-- Opening Marker --

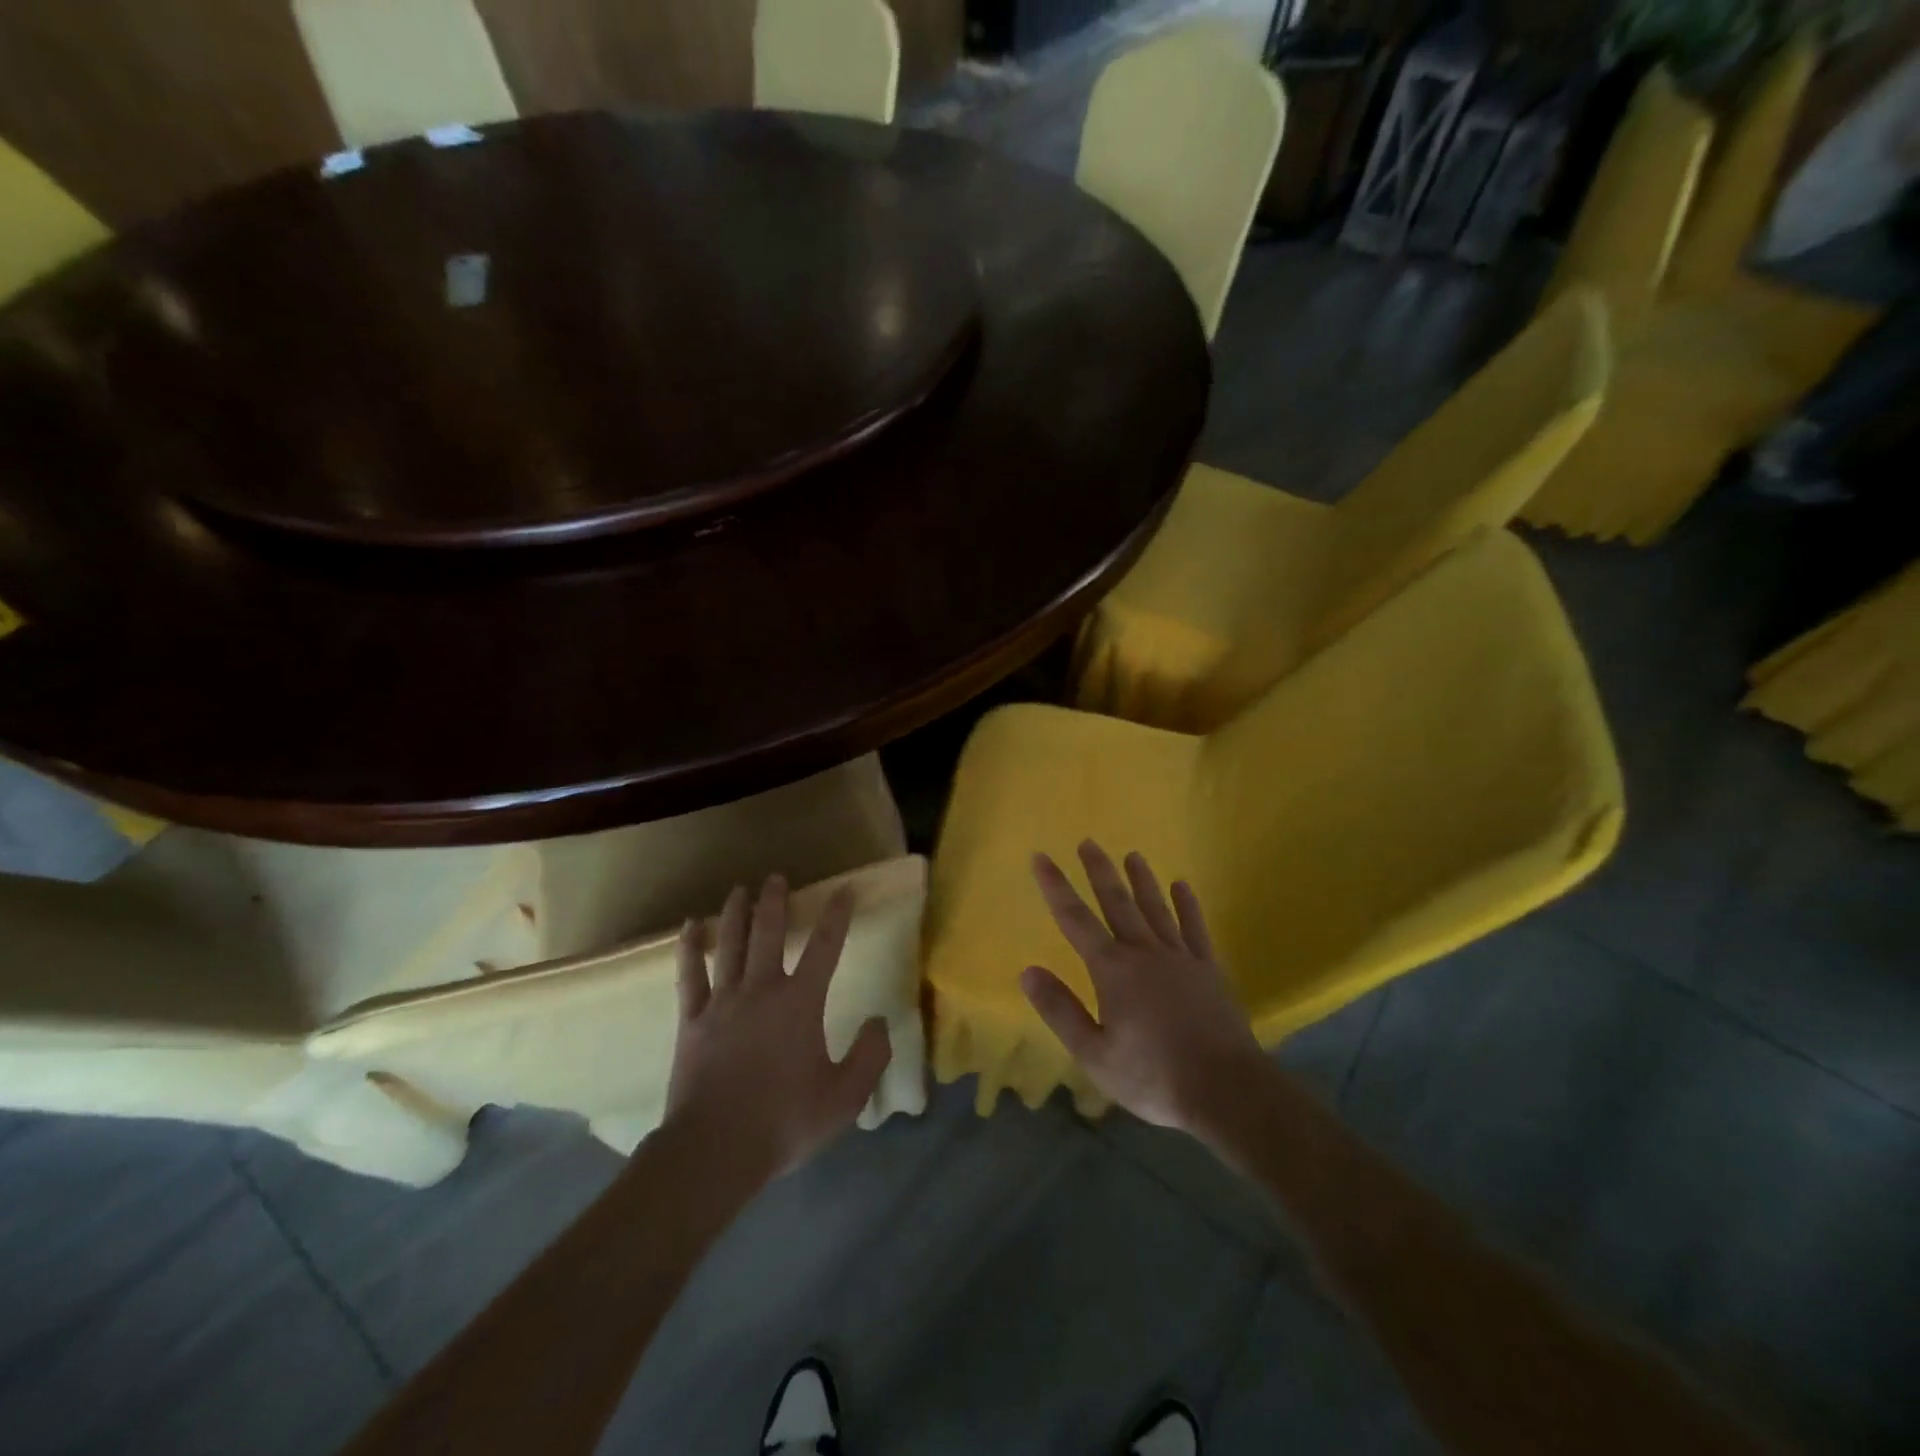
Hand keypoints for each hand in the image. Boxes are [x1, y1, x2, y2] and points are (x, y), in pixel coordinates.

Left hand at [666, 875, 891, 1181]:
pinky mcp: (691, 1020)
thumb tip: (878, 1022)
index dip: (837, 915)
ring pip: (730, 944)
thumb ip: (869, 1056)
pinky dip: (689, 948)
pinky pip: (689, 974)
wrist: (714, 1151)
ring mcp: (722, 1002)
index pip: (825, 947)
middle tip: (777, 877)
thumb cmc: (783, 1122)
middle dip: (776, 901)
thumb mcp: (844, 1098)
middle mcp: (761, 989)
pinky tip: (688, 926)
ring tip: (740, 890)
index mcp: (800, 1003)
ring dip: (736, 913)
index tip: (845, 890)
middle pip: (769, 932)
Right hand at [1021, 841, 1264, 1136]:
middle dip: (1100, 872)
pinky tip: (1182, 886)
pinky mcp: (1209, 970)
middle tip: (1088, 842)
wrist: (1226, 1091)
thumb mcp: (1095, 1054)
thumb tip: (1027, 971)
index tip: (1041, 857)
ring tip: (1132, 855)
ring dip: (1142, 880)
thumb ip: (1060, 1011)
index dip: (1056, 888)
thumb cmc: (1153, 1076)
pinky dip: (1187, 905)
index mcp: (1113, 971)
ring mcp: (1181, 958)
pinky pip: (1195, 928)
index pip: (1075, 920)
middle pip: (1118, 903)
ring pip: (1156, 909)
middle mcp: (1145, 953)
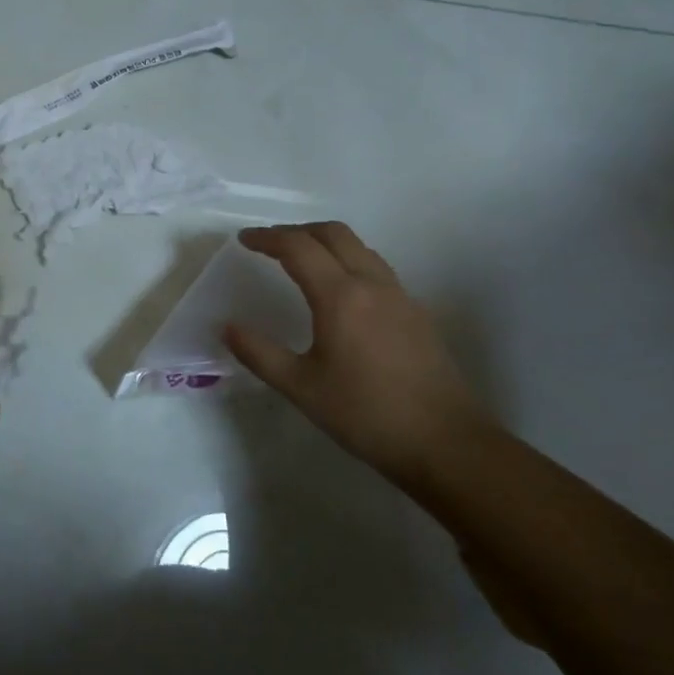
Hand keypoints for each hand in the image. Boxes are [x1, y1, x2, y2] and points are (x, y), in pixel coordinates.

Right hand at [222, 222, 481, 480]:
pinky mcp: (416, 313)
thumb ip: (259, 353)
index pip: (298, 247)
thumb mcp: (301, 387)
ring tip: (301, 260)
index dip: (267, 238)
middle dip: (297, 230)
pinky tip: (340, 292)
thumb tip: (227, 327)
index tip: (244, 240)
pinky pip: (376, 268)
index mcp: (340, 296)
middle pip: (333, 233)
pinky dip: (348, 261)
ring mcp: (400, 296)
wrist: (446, 444)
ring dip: (325, 242)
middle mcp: (372, 284)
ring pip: (359, 247)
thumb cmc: (366, 414)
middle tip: (270, 243)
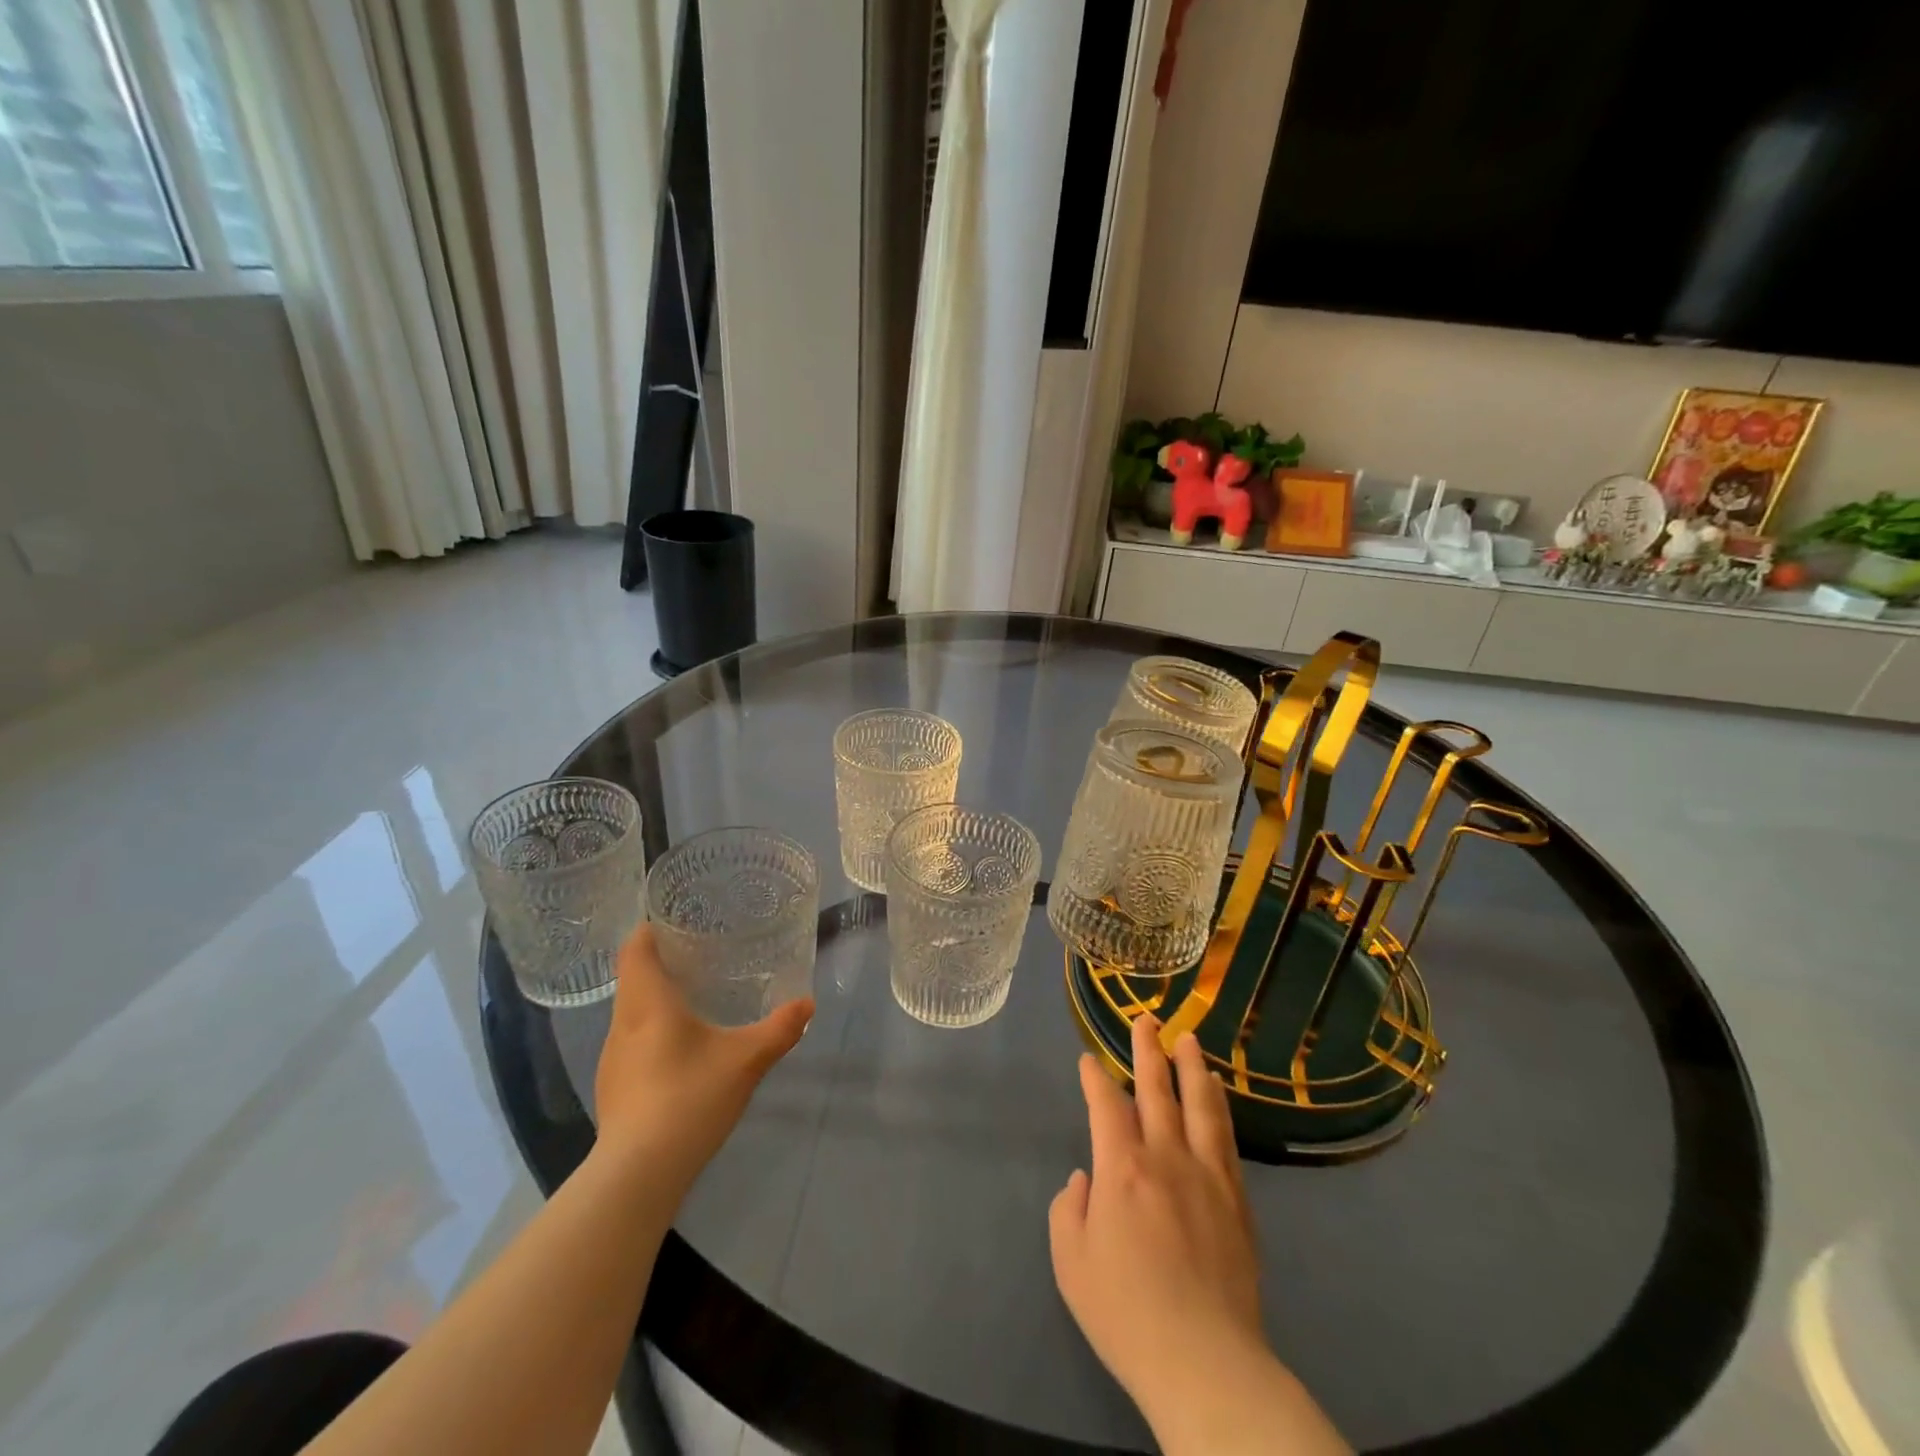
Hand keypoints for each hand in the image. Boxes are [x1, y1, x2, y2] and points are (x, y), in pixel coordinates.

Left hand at [592, 923, 811, 1191]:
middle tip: (700, 953)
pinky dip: (652, 1030)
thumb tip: (807, 1004)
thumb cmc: (689, 1098)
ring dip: (655, 997)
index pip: (635, 948)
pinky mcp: (612, 1088)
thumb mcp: (746, 1060)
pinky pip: (631, 1041)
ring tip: (693, 995)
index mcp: (647, 1003)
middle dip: (661, 961)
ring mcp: (612, 1059)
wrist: (637, 1175)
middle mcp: (622, 1023)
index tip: (677, 919)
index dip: (651, 928)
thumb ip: (779, 1029)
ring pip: (631, 1011)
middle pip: (633, 977)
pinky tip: (679, 1048)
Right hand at [1048, 1013, 1263, 1412]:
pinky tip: (1216, 1093)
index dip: (1095, 1077)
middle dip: (1148, 1050)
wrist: (1205, 1363)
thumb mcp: (1071, 1263)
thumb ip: (1069, 1210)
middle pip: (1156, 1089)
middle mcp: (1166, 1156)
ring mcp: (1207, 1175)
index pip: (1106, 1104)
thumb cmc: (1127, 1313)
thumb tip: (1086, 1180)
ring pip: (1199, 1104)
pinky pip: (1225, 1138)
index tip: (1089, 1060)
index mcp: (1121, 1167)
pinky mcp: (1237, 1200)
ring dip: (1191, 1067)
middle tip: (1147, 1019)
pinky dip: (1218, 1106)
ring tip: (1188, 1039)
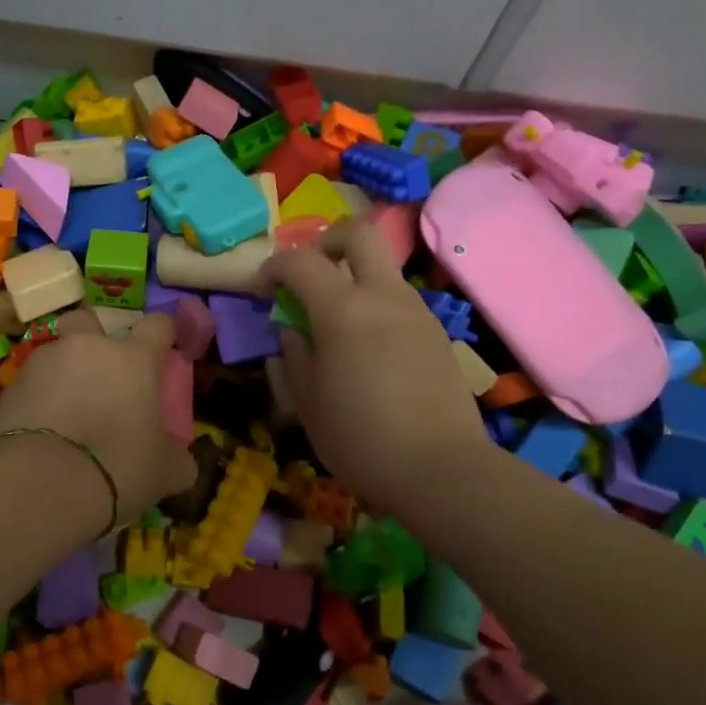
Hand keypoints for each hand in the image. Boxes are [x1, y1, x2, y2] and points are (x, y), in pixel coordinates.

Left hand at [0, 309, 196, 523]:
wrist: (44, 482)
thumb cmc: (118, 466)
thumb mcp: (164, 472)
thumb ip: (177, 460)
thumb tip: (184, 465)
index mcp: (133, 359)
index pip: (157, 325)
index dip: (163, 333)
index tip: (164, 349)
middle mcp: (89, 348)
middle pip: (89, 319)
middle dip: (93, 337)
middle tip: (100, 371)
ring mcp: (45, 361)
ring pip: (56, 352)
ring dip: (63, 372)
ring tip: (66, 410)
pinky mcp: (13, 385)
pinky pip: (31, 382)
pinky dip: (38, 397)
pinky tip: (41, 429)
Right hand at [261, 223, 491, 509]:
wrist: (443, 470)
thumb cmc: (361, 438)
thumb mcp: (308, 401)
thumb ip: (296, 355)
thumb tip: (295, 331)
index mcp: (343, 309)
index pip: (301, 261)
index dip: (274, 267)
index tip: (262, 291)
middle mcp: (384, 296)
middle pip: (359, 234)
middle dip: (327, 242)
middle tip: (309, 274)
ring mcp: (417, 312)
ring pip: (382, 269)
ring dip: (354, 278)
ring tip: (336, 324)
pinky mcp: (437, 334)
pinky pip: (399, 301)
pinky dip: (375, 306)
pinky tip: (368, 350)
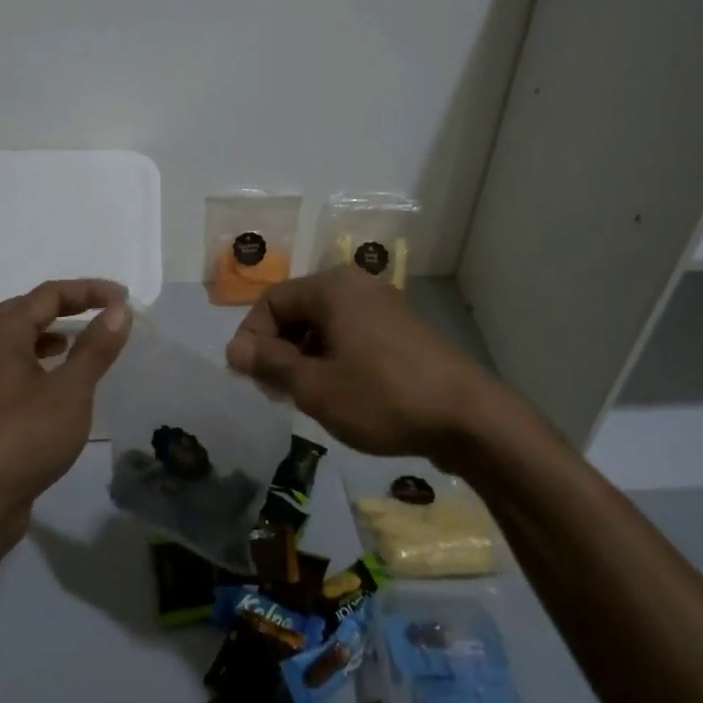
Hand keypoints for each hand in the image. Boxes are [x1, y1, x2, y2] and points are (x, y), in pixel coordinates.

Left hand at [0, 278, 131, 539]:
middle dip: (67, 305)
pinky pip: (18, 366)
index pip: (49, 295)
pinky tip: (60, 380)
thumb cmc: (25, 437)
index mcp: (3, 334)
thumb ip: (95, 347)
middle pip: (28, 310)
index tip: (124, 298)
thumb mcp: (71, 390)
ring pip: (19, 339)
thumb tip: (119, 309)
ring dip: (51, 332)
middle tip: (102, 310)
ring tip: (81, 338)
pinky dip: (42, 360)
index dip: (88, 290)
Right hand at [225, 267, 497, 463]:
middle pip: (298, 310)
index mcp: (332, 288)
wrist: (468, 418)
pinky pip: (351, 333)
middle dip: (279, 349)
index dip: (252, 339)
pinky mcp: (401, 329)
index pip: (271, 301)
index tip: (250, 379)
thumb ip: (270, 364)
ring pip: (325, 324)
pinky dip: (334, 357)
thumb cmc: (382, 397)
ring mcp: (383, 305)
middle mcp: (357, 285)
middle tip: (276, 392)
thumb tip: (234, 349)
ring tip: (307, 397)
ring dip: (305, 357)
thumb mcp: (315, 387)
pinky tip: (341, 393)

-- Closing Marker --

The string "Left" may occur in the listing; show every line where it does.

ANSWER SPACE →
Left hand at [666, 875, 891, 1181]:
Left hand at [592, 923, 811, 1191]:
Left hand at [0, 309, 196, 523]:
Left hand at [0, 278, 131, 539]:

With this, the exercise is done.